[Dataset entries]
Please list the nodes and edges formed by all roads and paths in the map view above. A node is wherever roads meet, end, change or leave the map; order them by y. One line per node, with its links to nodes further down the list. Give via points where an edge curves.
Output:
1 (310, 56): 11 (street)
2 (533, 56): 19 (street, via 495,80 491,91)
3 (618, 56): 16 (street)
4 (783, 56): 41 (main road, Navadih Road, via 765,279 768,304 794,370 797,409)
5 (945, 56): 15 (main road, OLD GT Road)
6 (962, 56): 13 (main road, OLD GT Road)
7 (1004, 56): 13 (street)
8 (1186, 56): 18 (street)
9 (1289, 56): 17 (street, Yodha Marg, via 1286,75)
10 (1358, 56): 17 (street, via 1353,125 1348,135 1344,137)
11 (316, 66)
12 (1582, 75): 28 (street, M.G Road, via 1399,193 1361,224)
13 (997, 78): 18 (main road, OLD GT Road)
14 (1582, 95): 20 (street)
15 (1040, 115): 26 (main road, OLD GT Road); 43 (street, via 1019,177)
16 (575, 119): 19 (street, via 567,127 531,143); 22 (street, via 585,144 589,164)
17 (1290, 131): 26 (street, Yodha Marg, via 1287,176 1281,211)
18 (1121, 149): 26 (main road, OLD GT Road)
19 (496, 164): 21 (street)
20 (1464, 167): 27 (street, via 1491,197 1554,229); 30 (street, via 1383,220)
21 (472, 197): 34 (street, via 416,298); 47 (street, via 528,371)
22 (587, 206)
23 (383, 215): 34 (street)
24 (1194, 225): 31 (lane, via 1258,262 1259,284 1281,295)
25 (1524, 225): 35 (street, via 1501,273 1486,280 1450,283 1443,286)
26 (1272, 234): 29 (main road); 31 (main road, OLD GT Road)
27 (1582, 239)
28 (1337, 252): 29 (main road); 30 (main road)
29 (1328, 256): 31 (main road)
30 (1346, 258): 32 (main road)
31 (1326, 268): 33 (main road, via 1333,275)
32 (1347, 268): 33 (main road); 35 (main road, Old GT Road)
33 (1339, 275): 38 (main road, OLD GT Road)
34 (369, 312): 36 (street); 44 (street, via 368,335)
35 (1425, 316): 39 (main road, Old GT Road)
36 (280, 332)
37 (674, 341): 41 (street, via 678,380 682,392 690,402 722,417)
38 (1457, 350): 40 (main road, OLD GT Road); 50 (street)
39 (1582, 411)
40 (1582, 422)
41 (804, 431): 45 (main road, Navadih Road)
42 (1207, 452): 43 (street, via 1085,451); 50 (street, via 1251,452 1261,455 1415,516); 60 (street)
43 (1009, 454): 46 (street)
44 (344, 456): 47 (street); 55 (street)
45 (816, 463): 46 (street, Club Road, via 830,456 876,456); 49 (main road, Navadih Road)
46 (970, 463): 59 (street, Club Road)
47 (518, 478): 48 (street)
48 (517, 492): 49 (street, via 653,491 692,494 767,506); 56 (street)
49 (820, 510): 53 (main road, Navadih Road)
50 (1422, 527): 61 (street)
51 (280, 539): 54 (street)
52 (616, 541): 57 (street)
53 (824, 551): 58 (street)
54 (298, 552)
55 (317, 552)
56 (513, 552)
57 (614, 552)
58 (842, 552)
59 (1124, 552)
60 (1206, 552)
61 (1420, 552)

==

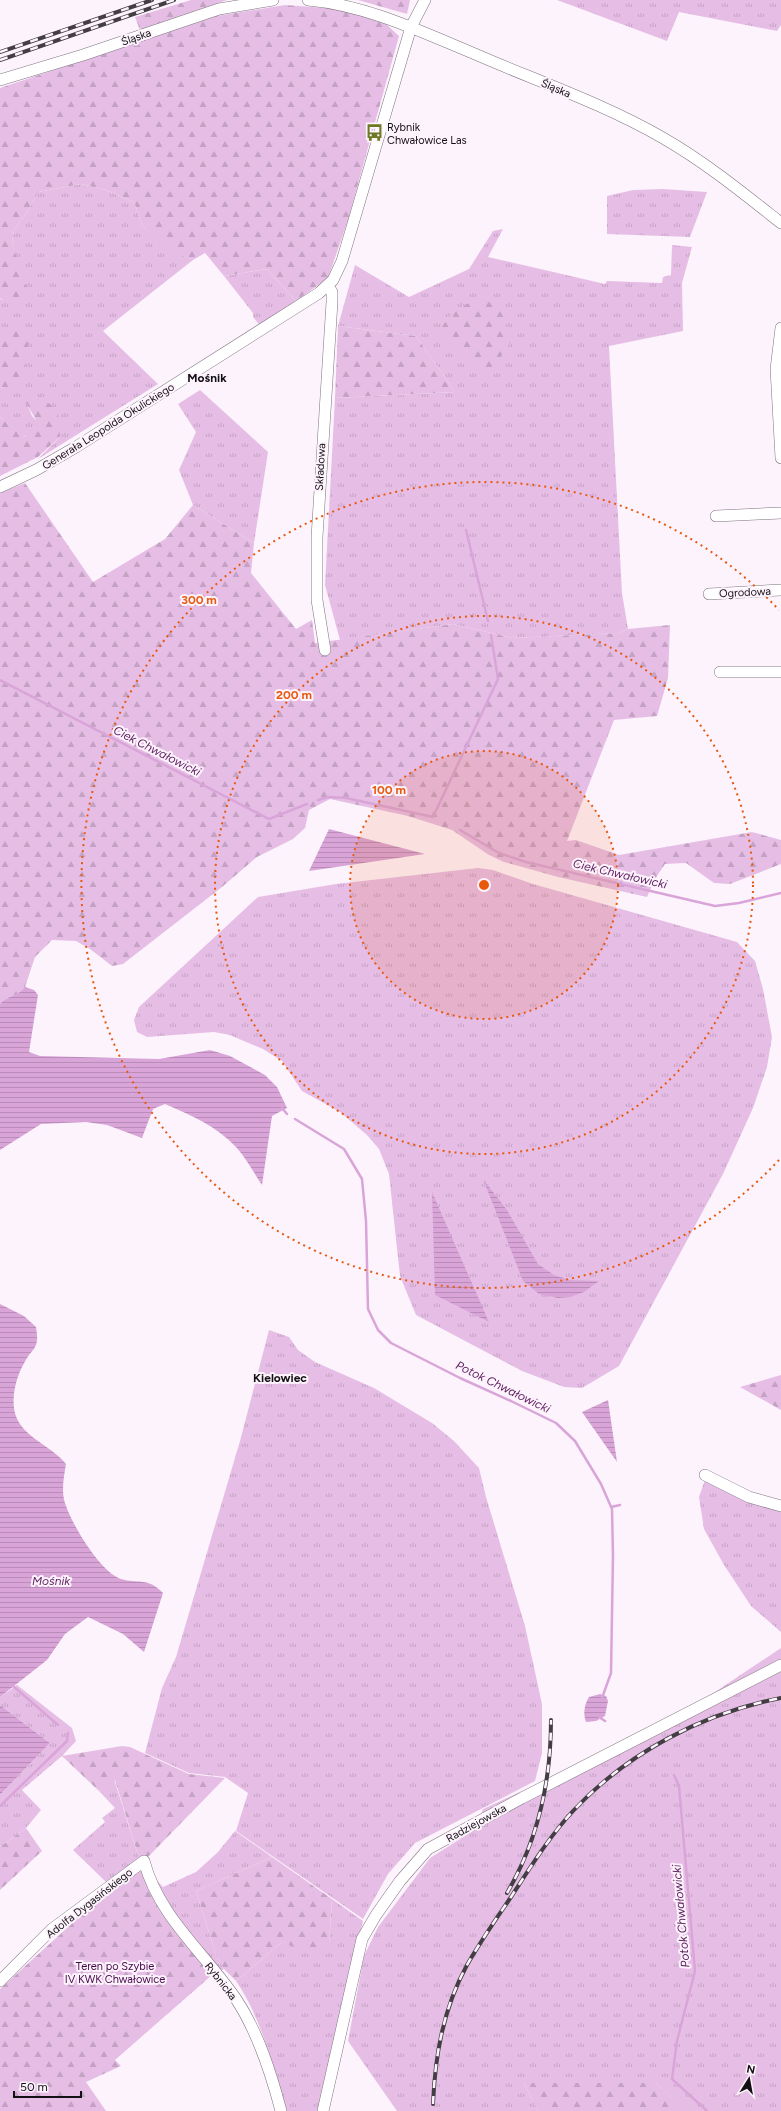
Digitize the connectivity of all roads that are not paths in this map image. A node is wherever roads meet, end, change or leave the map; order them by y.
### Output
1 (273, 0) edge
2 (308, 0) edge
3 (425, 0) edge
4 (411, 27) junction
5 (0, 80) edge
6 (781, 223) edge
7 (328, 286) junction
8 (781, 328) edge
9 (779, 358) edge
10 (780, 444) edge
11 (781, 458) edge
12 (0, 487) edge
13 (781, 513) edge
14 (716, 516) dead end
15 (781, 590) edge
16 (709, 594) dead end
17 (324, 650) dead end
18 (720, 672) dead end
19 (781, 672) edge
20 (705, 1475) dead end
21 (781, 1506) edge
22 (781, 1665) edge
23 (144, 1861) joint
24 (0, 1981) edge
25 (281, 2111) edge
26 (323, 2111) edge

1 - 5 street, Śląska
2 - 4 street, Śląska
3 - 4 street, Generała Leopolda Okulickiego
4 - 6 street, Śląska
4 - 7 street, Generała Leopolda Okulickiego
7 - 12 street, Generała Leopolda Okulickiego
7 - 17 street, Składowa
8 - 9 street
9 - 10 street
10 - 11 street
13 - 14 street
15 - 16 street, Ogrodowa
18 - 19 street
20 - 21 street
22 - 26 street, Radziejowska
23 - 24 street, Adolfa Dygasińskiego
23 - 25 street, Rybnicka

## What you are asked to do
Count every line above that holds the string "order" and give the total, nothing more.

## Expected answer
2